During her illness, Shmalo was supported by her close family including her three younger sisters -- Katie, 28, LeeAnn, 26, and Kelley, 26, who all grew up in Roanoke and helped in their unique way. Both Katie Reich Imel and LeeAnn Reich raised funds for the Leukemia & Lymphoma Society while Kelley Reich started the process this fall to donate her eggs and help her sister become pregnant.

At the time of her diagnosis, Shmalo was an active and seemingly healthy 28-year-old who was working in Atlanta as a child therapist. She ate organic foods, loved running and was even training to do a marathon to raise awareness about leukemia.

Her then-boyfriend, Daniel Shmalo, recruited her to do the marathon for the Leukemia & Lymphoma Society when they started dating six months earlier. His mother died from myeloma when he was 7.

While training, Erin Shmalo went to a clinic to get checked out after she started to become breathless and bruised easily.

The next day, January 10, 2007, she was diagnosed with a rare form of leukemia called acute promyelocytic leukemia. An ambulance took her to the hospital and, three days later, she started chemotherapy for 42 straight days.

"Basically, they said we're going to get close to killing you so that we can save your life. And it felt that way," Shmalo said.

She couldn't drink and had to have her nutrition through an IV because she suffered from muscositis, which caused her mouth, throat and gastrointestinal lining to ulcerate. She also lost all of her hair.

At the end of the first cycle of treatment, Shmalo was released to an outpatient program for five days. After the fifth day, on Valentine's Day, she learned that the chemotherapy wasn't working and the cancer had actually spread.

Doctors put her on an arsenic treatment and recommended that she have a stem cell transplant. They put a port into her heart and extracted stem cells to transplant, but Shmalo stopped the process because she was concerned about infertility.

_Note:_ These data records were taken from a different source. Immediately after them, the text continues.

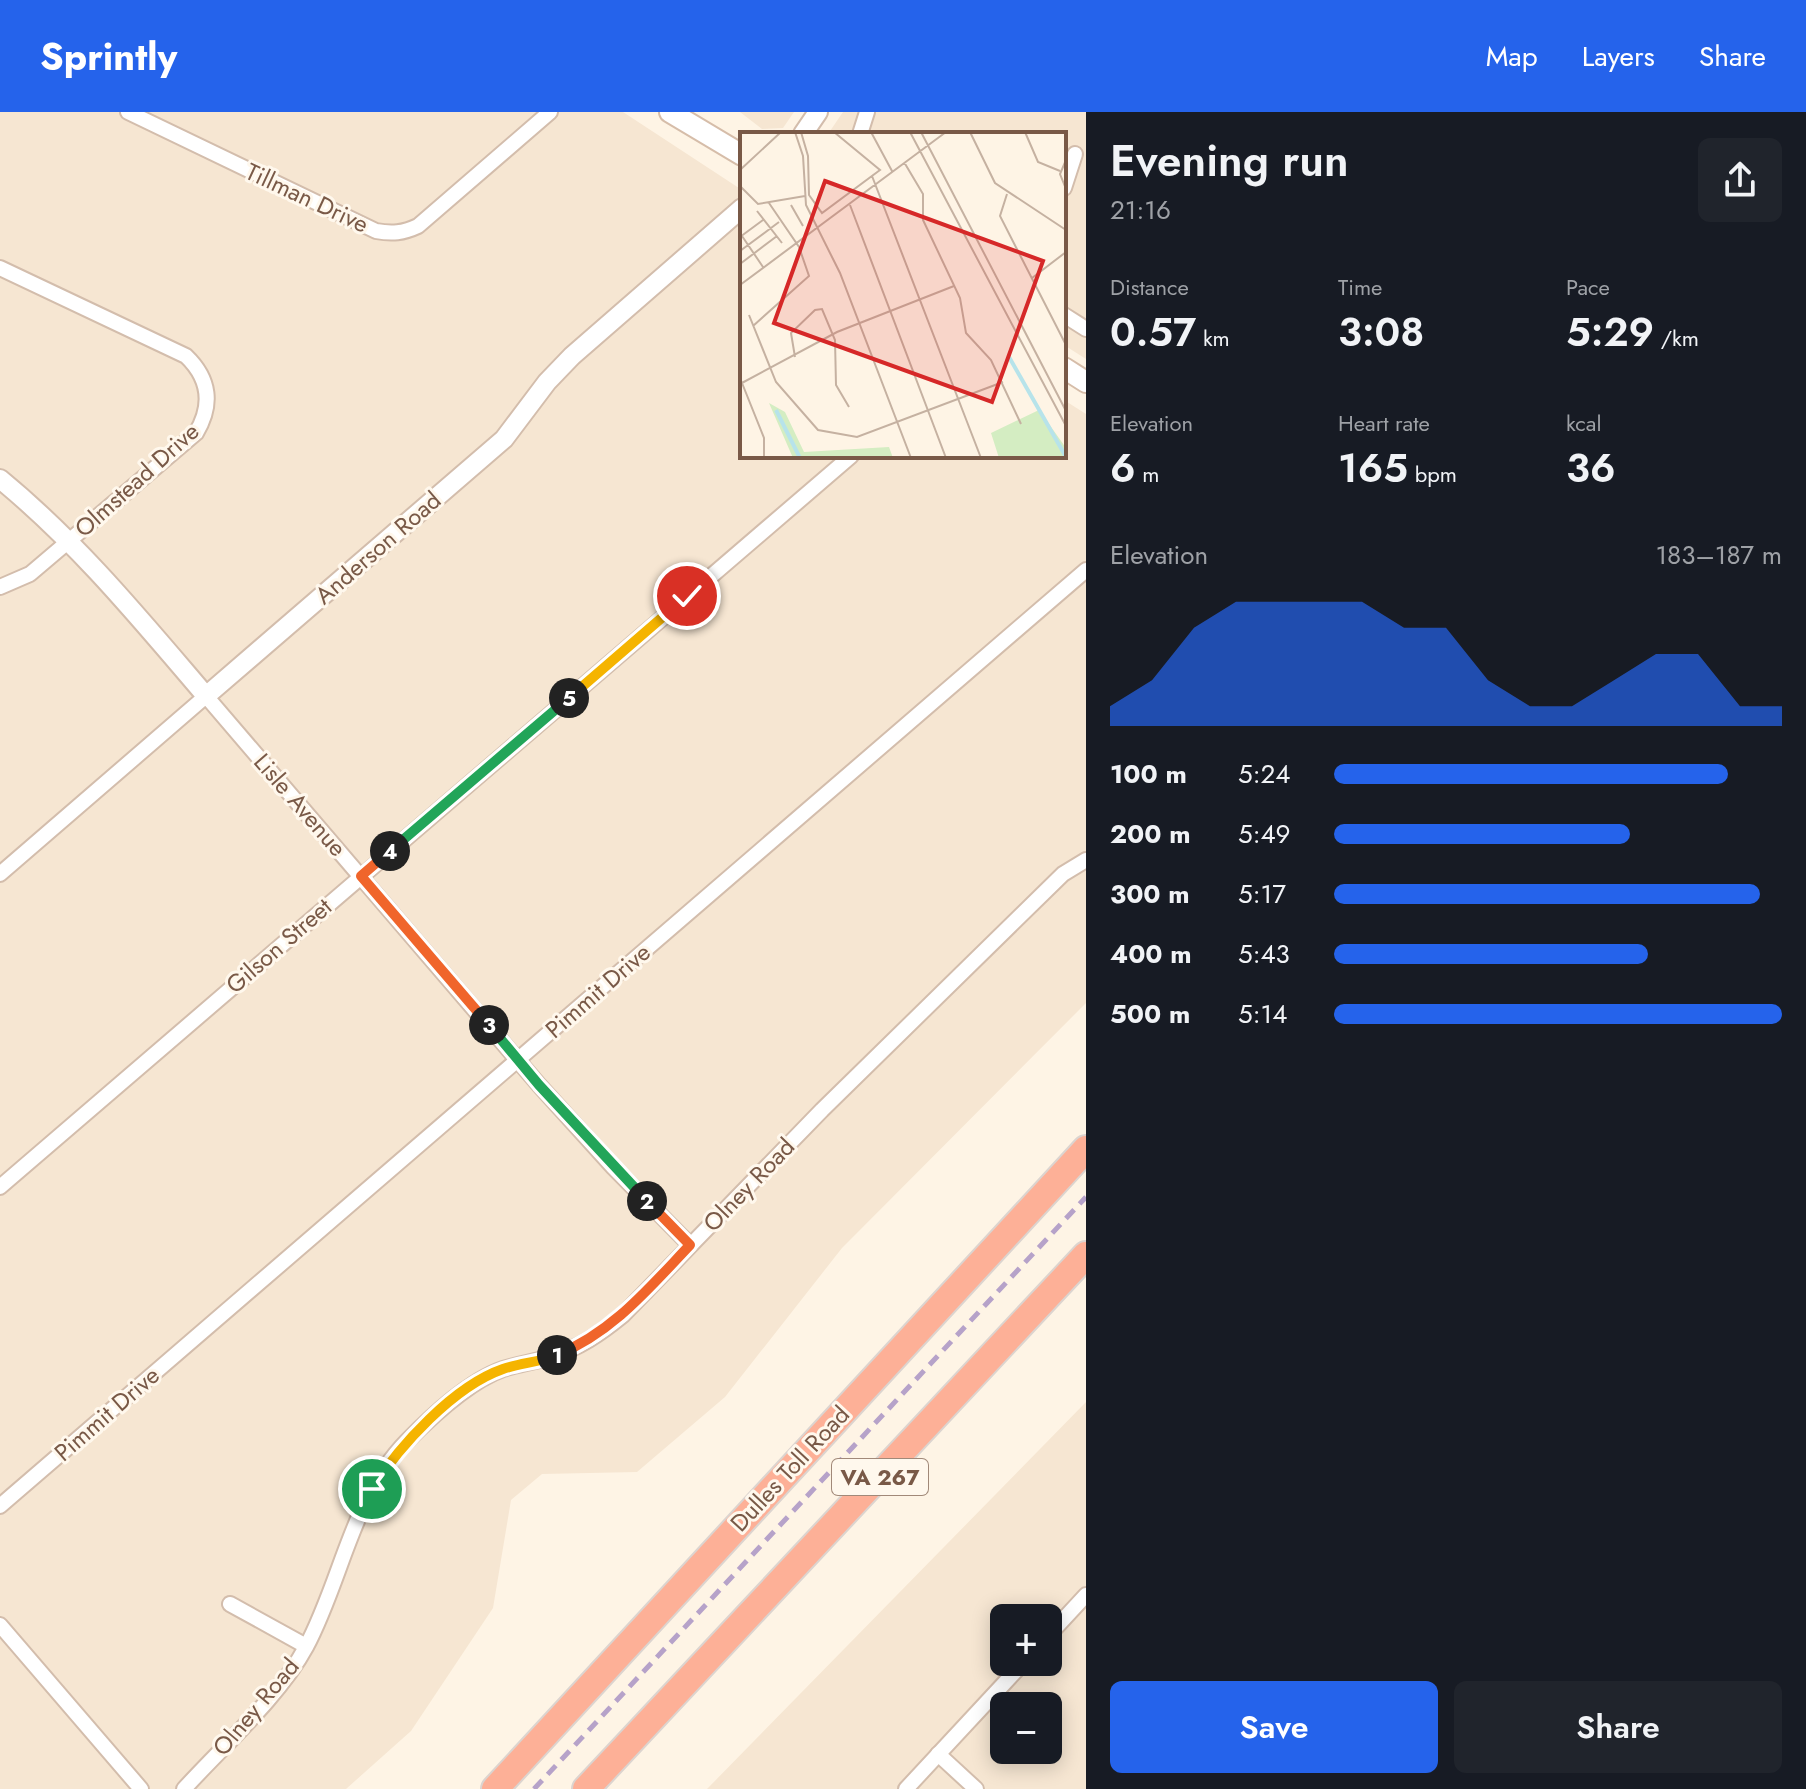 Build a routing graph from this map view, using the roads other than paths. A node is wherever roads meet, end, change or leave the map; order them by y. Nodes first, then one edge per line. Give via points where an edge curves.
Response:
1 (128, 112) edge
2 (550, 112) edge
3 (670, 112) edge
4 (818, 112) edge
5 (867, 112) edge
6 (804, 132) edge
7 (861, 132) edge
8 (740, 154) edge
9 (1075, 154) dead end
10 (1066, 182) edge
11 (740, 210) edge
12 (0, 268) edge
13 (1066, 316) edge
14 (1086, 329) edge
15 (1066, 369) edge
16 (1086, 382) edge
17 (849, 458) edge
18 (0, 479) edge
19 (70, 542) junction
20 (1086, 570) edge
21 (0, 587) edge
22 (206, 696) junction
23 (1086, 860) edge
24 (0, 874) edge
25 (361, 876) junction
26 (518, 1060) junction
27 (1086, 1149) edge
28 (0, 1187) edge
29 (690, 1245) junction
30 (1086, 1255) edge
31 (0, 1506) edge
32 (1086, 1595) edge
33 (230, 1604) dead end
34 (1080, 1612) edge
35 (0, 1625) edge
36 (1062, 1626) edge
37 (306, 1646) junction
38 (1011, 1676) edge
39 (938, 1754) junction
40 (141, 1789) edge
41 (184, 1789) edge
42 (495, 1789) edge
43 (586, 1789) edge
44 (906, 1789) edge
45 (976, 1789) edge

1 - 2 street, Tillman Drive via 389,234 418,226
3 - 8 main road
4 - 6 street
5 - 7 street
9 - 10 street
11 - 22 street, Anderson Road via 572,356 504,439
12 - 19 street, Olmstead Drive via 186,356 208,391 208,407 196,433
13 - 14 street
15 - 16 main road
17 - 25 street, Gilson Street
18 - 19 street, Lisle Avenue
19 - 21 street, Olmstead Drive via 30,574
19 - 22 street, Lisle Avenue
20 - 26 street, Pimmit Drive
22 - 24 street, Anderson Road
22 - 25 street, Lisle Avenue
23 - 29 street, Olney Road via 1063,874 938,995
25 - 26 street, Lisle Avenue
25 - 28 street, Gilson Street
26 - 29 street, Lisle Avenue
26 - 31 street, Pimmit Drive
27 - 42 highway, Dulles Toll Road / VA 267
29 - 37 street, Olney Road via 601,1333 551,1357 482,1379 406,1441 372,1489
30 - 43 highway, VA 267
32 - 34 street
33 - 37 street
34 - 36 street
35 - 40 street
37 - 41 street, Olney Road via 281,1683
38 - 39 street
39 - 44 street
39 - 45 street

After she met her boyfriend, she knew she wanted to have a child with him.

Several doctors insisted that she continue and, on Sept. 4, 2007, doctors reinfused the stem cells into her body to try to produce healthy bone marrow.

During the whole process, Shmalo's family felt helpless but remained close. Her three sisters talked to her on a daily basis and helped her emotionally.

"They didn't change a thing, which was the best thing they could have done," Shmalo said.

During treatment, Shmalo couldn't have much contact with people, but her boyfriend spent every night with her in the hospital. The experience brought them closer. When she survived, she said her boyfriend felt closure about his mother's death.

In January, a week after she completely finished treatment, Shmalo and her boyfriend eloped to Hawaii, where she wore a blond wig and a long white dress for their beach wedding.

In the world of leukemia, a person isn't completely cured until five years after a transplant, but Shmalo isn't waiting until Sept. 4, 2012, to live life to the fullest.

She recently wrote an essay about surviving leukemia that will be published by Planet Cancer, is working on a memoir about her Roanoke upbringing, and has begun trying to get pregnant. She said it's especially meaningful knowing her sister is helping her.

"I get chills when I think about it because it's a huge gift to give someone," Shmalo said. "It's just such an amazing gift."